L'intendance de La Rochelle à la fin du XVIIe siècle. Edition critique ...

Recension rédigée par Josette Rivallain


Dans cet ouvrage, Pascal Even a fait appel à ses savoirs d’archiviste pour décrire l’intendant Michel Bégon et ses différentes fonctions au cours de la seconde moitié du XVIIe siècle, particulièrement dans la toute récente généralité de La Rochelle, se référant aux différentes versions connues du Mémoire rédigé par Michel Bégon en 1698.

La présentation est établie en quatre parties : introduction, manuscrit, Mémoire sur la généralité de La Rochelle, état des paroisses de cette généralité. L’ensemble est accompagné d’une liste des abréviations utilisées, d’une abondante bibliographie, classée en trois rubriques, d’un index répertoriant les noms de lieux et de famille et d’une table des illustrations.

La première partie présente l’homme que fut Michel Bégon, l’état des provinces de l’Aunis et de la Saintonge, des ports de Rochefort et de La Rochelle à la fin du XVIIe siècle.

En deuxième partie, est évoquée l’histoire du manuscrit et des archives publiques, consultées principalement dans la région parisienne, en Aunis et Saintonge, et privées. Long de près de vingt pages, le mémoire décrit l’étendue de la généralité de La Rochelle établie en 1694, passe en revue les différentes élections qui la constituent, l’étendue des juridictions des différents évêchés qui peuvent chevaucher les territoires des élections, ainsi que le gouvernement militaire doté lui aussi d’autres limites, soulignant de façon détaillée les attributions précises de chaque responsable, les désignant par leur titre. S’appuyant sur les documents de l’imposition de l’année 1688, il suit la liste des paroisses, accompagnée du nom des seigneurs, de la qualité du terroir. Il énumère les cours d’eau ainsi que leur qualité, la gamme des richesses naturelles potentielles, l’état du commerce maritime, en grande partie tourné vers le nord de l’Europe. Y est également dressée la liste des villes et leurs avantages respectifs.

Au fil de l’énoncé des taxes, des ordres royaux, des juridictions et de la qualité des juges, des ecclésiastiques, des moines, c’est toute la vie des habitants qui s’anime, d’autant que la vie religieuse reste marquée par les conflits des guerres de religion.

A travers les documents d’archives consultés, il apparait que Michel Bégon s’est largement appuyé sur les rapports rédigés et remis par les différents intendants, même s’il reste l’auteur de la présentation du rapport de synthèse.

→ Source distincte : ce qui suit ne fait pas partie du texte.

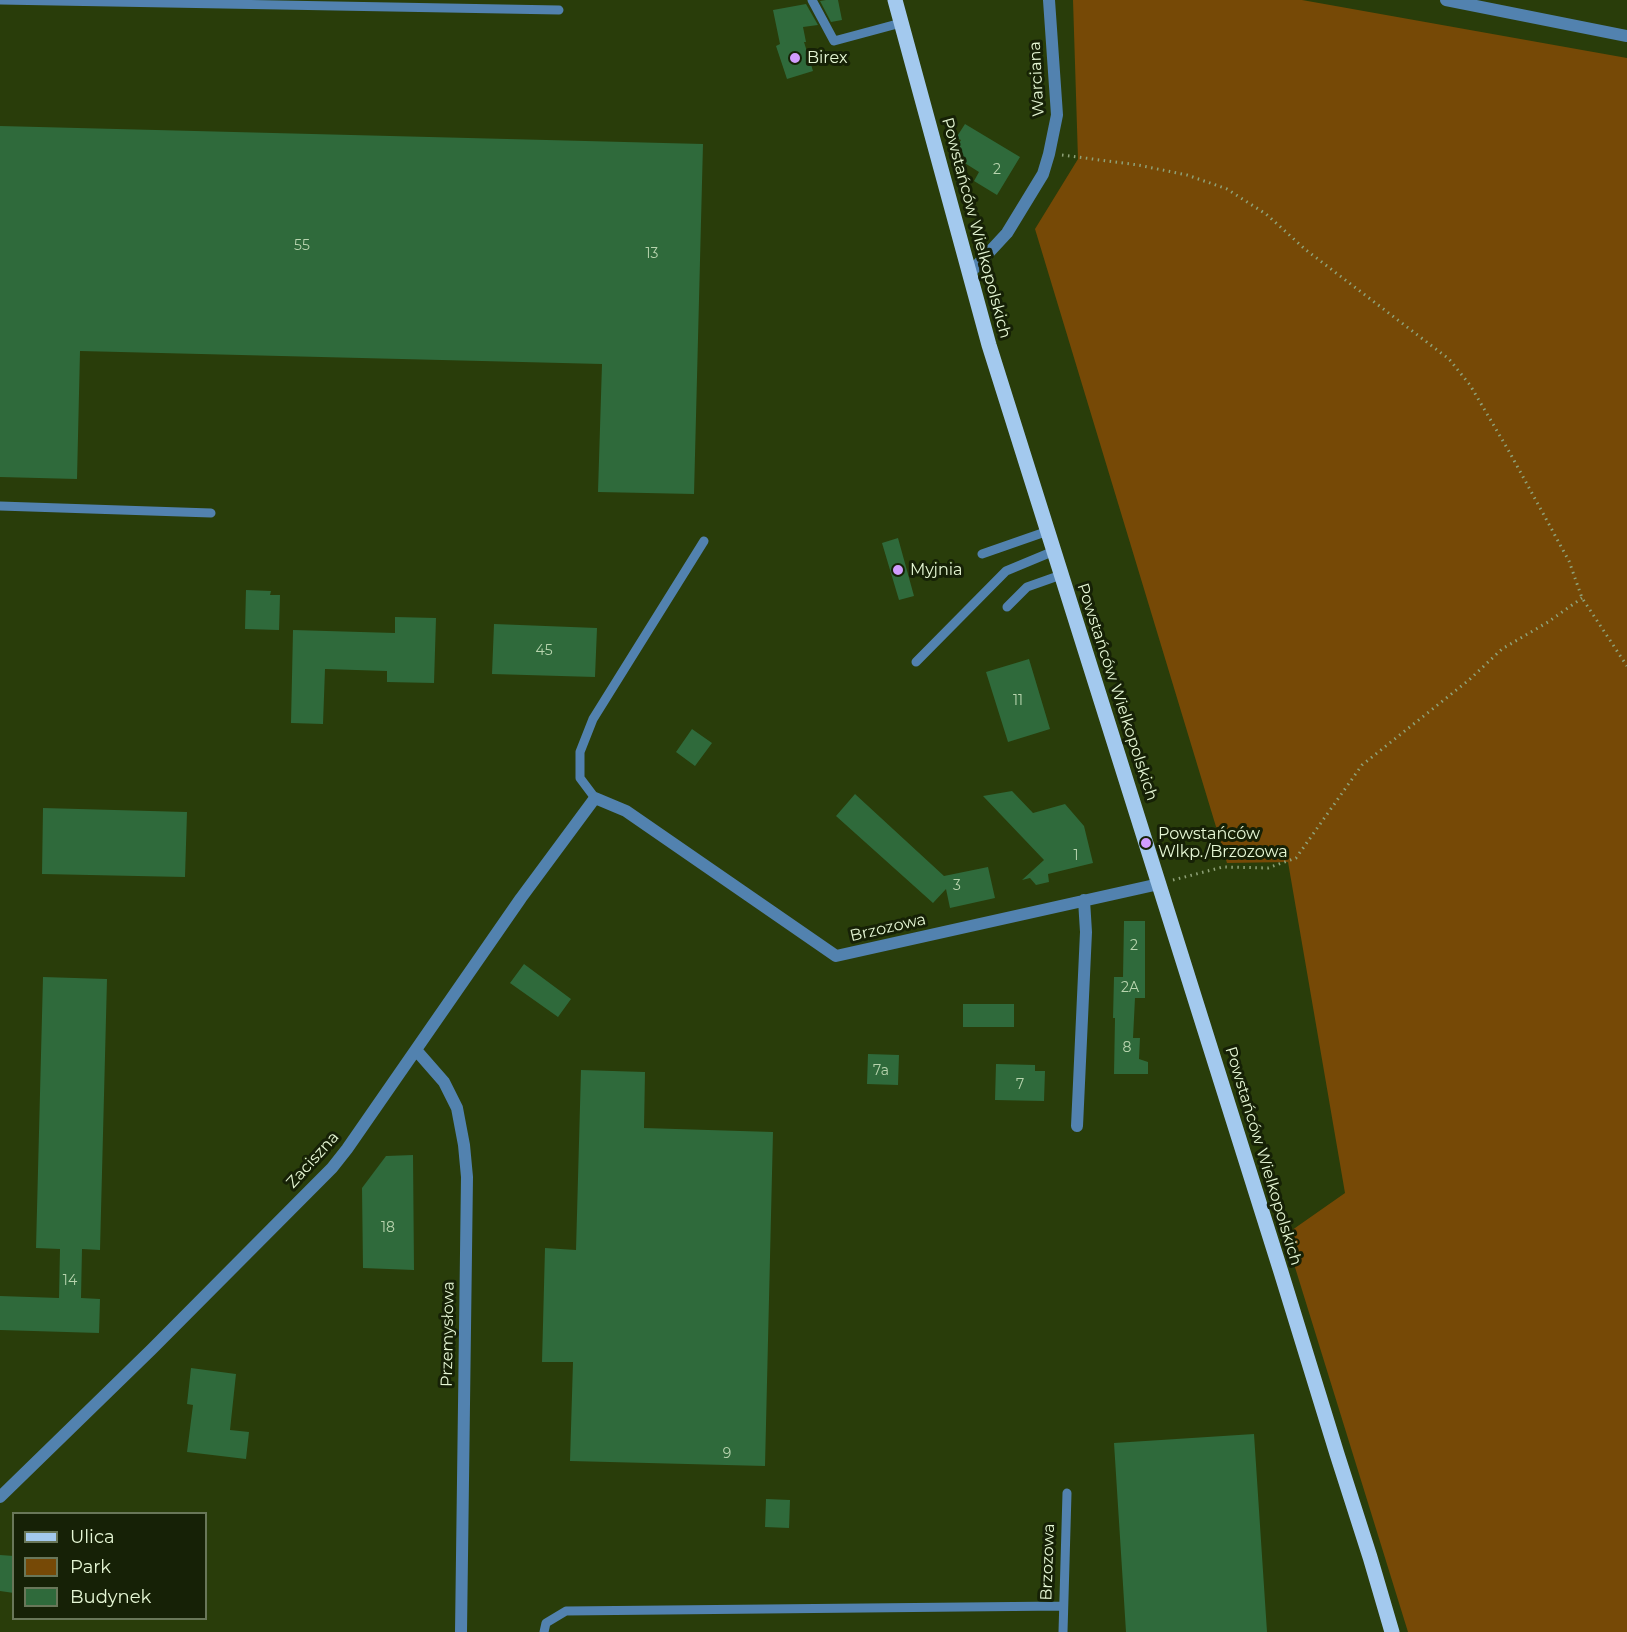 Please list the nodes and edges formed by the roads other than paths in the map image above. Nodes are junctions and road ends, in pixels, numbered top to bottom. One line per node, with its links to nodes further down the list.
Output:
1 (0, 0): 6 (lane)
2 (812, 0): 7 (lane)
3 (895, 0): 7 (main road, Powstańców Wielkopolskich)
4 (1049, 0): 9 (street, Warciana)
5 (1446, 0): 8 (street)
6 (559, 10)
7 (901, 23): 9 (main road, Powstańców Wielkopolskich)
8 (1627, 36)
9 (969, 274): 12 (main road, Powstańców Wielkopolskich)
10 (0, 506): 11 (lane)
11 (211, 513)
12 (1048, 531): 14 (main road, Powstańców Wielkopolskich); 15 (lane)
13 (704, 541): 19 (lane)
14 (1054, 551): 16 (main road, Powstańców Wielkopolskich); 18 (lane)
15 (982, 554)
16 (1061, 575): 17 (lane); 20 (main road, Powstańców Wielkopolskich)
17 (1007, 607)
18 (916, 662)
19 (595, 798): 21 (street, Brzozowa); 22 (street, Zaciszna)
20 (1159, 884): 21 (street, Brzozowa); 30 (main road, Powstańców Wielkopolskich)
21 (1084, 900): 23 (street)
22 (416, 1050): 25 (street, Zaciszna); 27 (street, Przemysłowa)
23 (1077, 1126)
24 (1067, 1493): 26 (lane, Brzozowa)
25 (0, 1497)
26 (1064, 1606): 28 (lane); 29 (lane, Brzozowa)
27 (461, 1632)
28 (544, 1632)
29 (1063, 1632)
30 (1392, 1632)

Dans le cadre de l’étude de l’histoire maritime, et de celle des outre-mers, ce travail d’érudition nous situe avec précision l’état du commerce maritime au loin, à la fin du XVIIe siècle, assuré par le port de La Rochelle, dresse un précieuse liste des produits provenant de l’arrière-pays, de Suède et du Danemark (sel, vin, papier, serge, toile) ainsi que ceux arrivant des terres lointaines de l’Amérique, notamment du Canada, de Nouvelle France et des Antilles en plein essor depuis 1660. Du nord, les Terres-Neuvas ramenaient de la morue, du Golfe du Mexique, c’était du tabac, puis de plus en plus du sucre, alors que se développait le commerce de traite, mais aussi l’indigo, le cacao, le rocou, les cuirs, le coton, les citrons. De Saint Domingue arrivait cochenille, quinquina, cacao, vanille, perles, émeraude, piastres en lien avec la flibusterie. A partir de 1660/1665, une part de ces produits fut exportée vers la Hollande et l’Angleterre.

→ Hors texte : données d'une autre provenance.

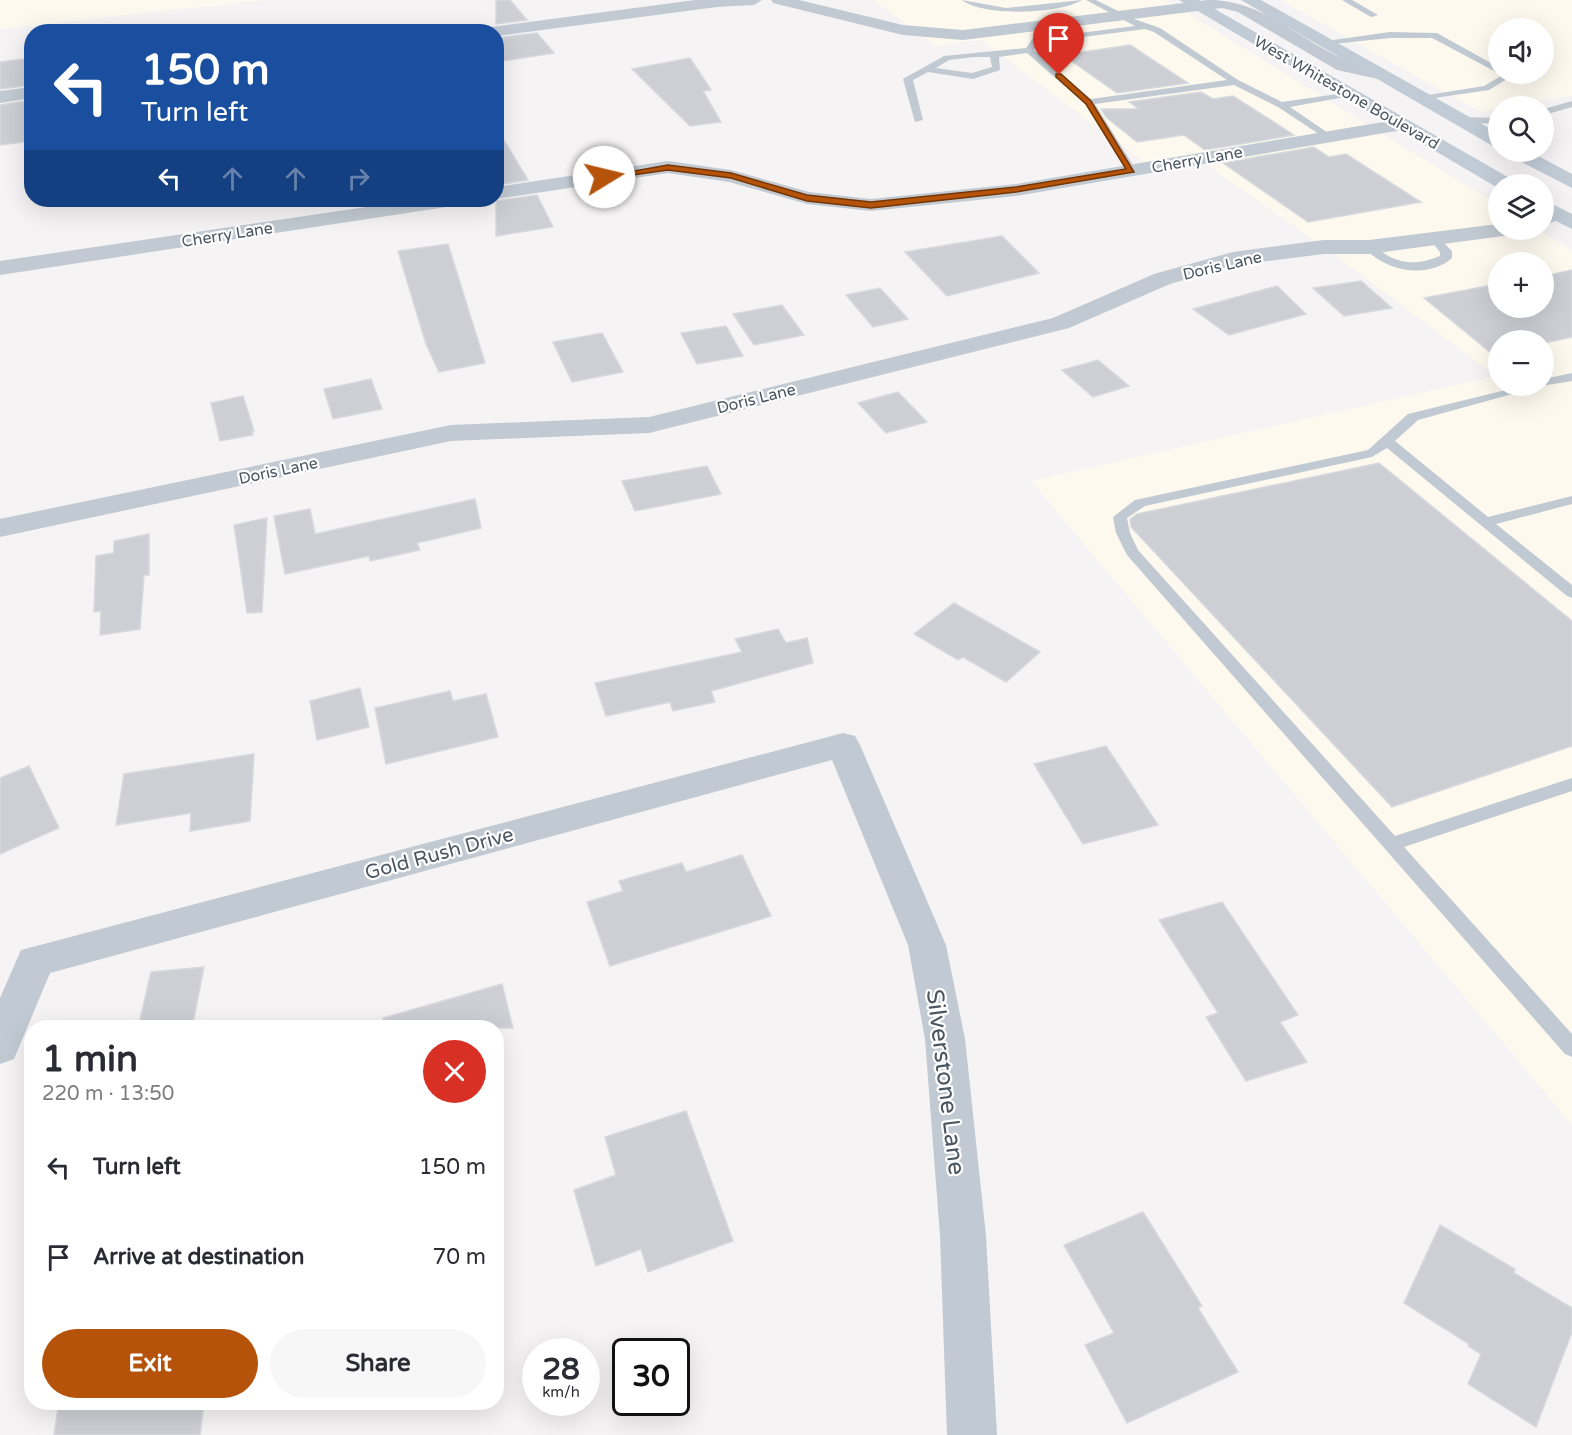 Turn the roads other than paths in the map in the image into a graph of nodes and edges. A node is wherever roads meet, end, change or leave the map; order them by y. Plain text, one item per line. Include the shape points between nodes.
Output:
1 (754, 0) edge
2 (779, 0) edge
3 (966, 0) edge
4 (982, 0) edge
5 (998, 0) edge
6 (1078, 0) edge
7 (1090, 0) edge
8 (1249, 0) edge
9 (1346, 0) edge
10 (1192, 3) edge
11 (1126, 15) junction
12 (1374, 15) dead end
13 (1143, 27) junction
14 (504, 30) edge
15 (1036, 39) junction
16 (1323, 42) junction
17 (994, 55) junction
18 (1488, 65) edge
19 (928, 69) junction
20 (1378, 74) junction
21 (1235, 82) junction
22 (1493, 84) edge
23 (24, 94) edge
24 (1351, 95) junction
25 (0, 97) edge
26 (1421, 97) junction
27 (1089, 102) junction
28 (1572, 104) edge
29 (1281, 105) junction
30 (1554, 109) edge
31 (918, 120) dead end
32 (1461, 120) junction
33 (1488, 121) edge
34 (1401, 124) junction
35 (1488, 135) edge
36 (1328, 137) junction
37 (1535, 162) edge
38 (1131, 170) junction
39 (1492, 174) edge
40 (1572, 182) edge
41 (504, 192) edge
42 (406, 207) edge
43 (1488, 232) edge
44 (0, 268) edge
45 (1572, 377) edge
46 (1554, 381) edge
47 (1496, 396) edge
48 (1389, 443) junction
49 (1572, 500) edge
50 (1486, 522) junction
51 (0, 528) edge
52 (1572, 593) edge
53 (843, 746) joint
54 (1572, 784) edge
55 (1391, 844) junction
56 (0, 1046) edge
57 (1572, 1048) edge
58 (972, 1435) edge

1 - 14 street
2 - 15 street via 903,30
3 - 6 lane via 1007,10
4 - 5 lane
7 - 11 lane
8 - 16 main road, West Whitestone Boulevard
9 - 12 lane
10 - 11 street
10 - 20 street via 1223,3 1244,9 1343,66
10 - 24 main road, West Whitestone Boulevard
11 - 13 lane
11 - 15 street
13 - 15 lane
13 - 21 lane via 1157,30
15 - 17 lane
15 - 27 lane
16 - 18 lane via 1434,35
16 - 20 main road, West Whitestone Boulevard
17 - 19 lane via 947,58
17 - 19 lane via 997,68 973,76
19 - 31 lane via 908,79
20 - 26 main road, West Whitestone Boulevard
21 - 27 lane
21 - 29 lane
22 - 26 lane
23 - 25 street
24 - 29 lane
24 - 34 main road, West Whitestone Boulevard
26 - 32 main road, West Whitestone Boulevard
27 - 38 lane
28 - 30 lane
29 - 36 lane
32 - 33 lane
32 - 35 main road, West Whitestone Boulevard
34 - 36 street, Cherry Lane
34 - 39 main road, West Whitestone Boulevard
36 - 38 street, Cherry Lane
37 - 40 main road
38 - 41 street, Cherry Lane via 1016,190 871,205 807,198 731,176 668,167
42 - 44 street, Cherry Lane
43 - 51 street, Doris Lane via 1369,248 1324,247 1233,259 1162,279 1060,323 649,425 451,433
45 - 46 lane
47 - 48 lane via 1413,417 1399,427
48 - 50 lane
48 - 55 lane via 1372,453 1140,503 1120,517 1132,552
49 - 50 lane
50 - 52 lane
53 - 56 street, Gold Rush Drive via 35,961
53 - 58 street, Silverstone Lane via 927,945 945,1039 963,1236
54 - 55 lane
55 - 57 lane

Créé en 1665/1666, le port de Rochefort développa son arsenal, assura la maintenance des navires, des départs vers le Canada, la Nouvelle France, les Antilles, celui de La Rochelle, en pleine reconstruction, assura plus particulièrement l’embarquement des missionnaires, des soldats, des administrateurs en vue de la mise en valeur des terres américaines.

Ici, l’ensemble des documents présentés dressent un tableau détaillé de la vie politique, juridique et surtout commerciale de l‘Aunis et de la Saintonge à la fin du XVIIe siècle, replaçant dans ses contextes l’histoire tumultueuse de la vie de cette région au lendemain de la Fronde et la création d’une nouvelle généralité à La Rochelle.

Dans son mémoire, Michel Bégon, à travers ses responsabilités, rend vivante la réalité de la vie de la généralité de La Rochelle, avec ses optiques, ses besoins liés aux commerces. L’auteur du mémoire fut également un homme sensible à la pauvreté qui l’entourait.

L’ouvrage de Pascal Even concourt à mieux faire connaître les conditions dans lesquelles se sont organisés les échanges avec l’outre-mer américain.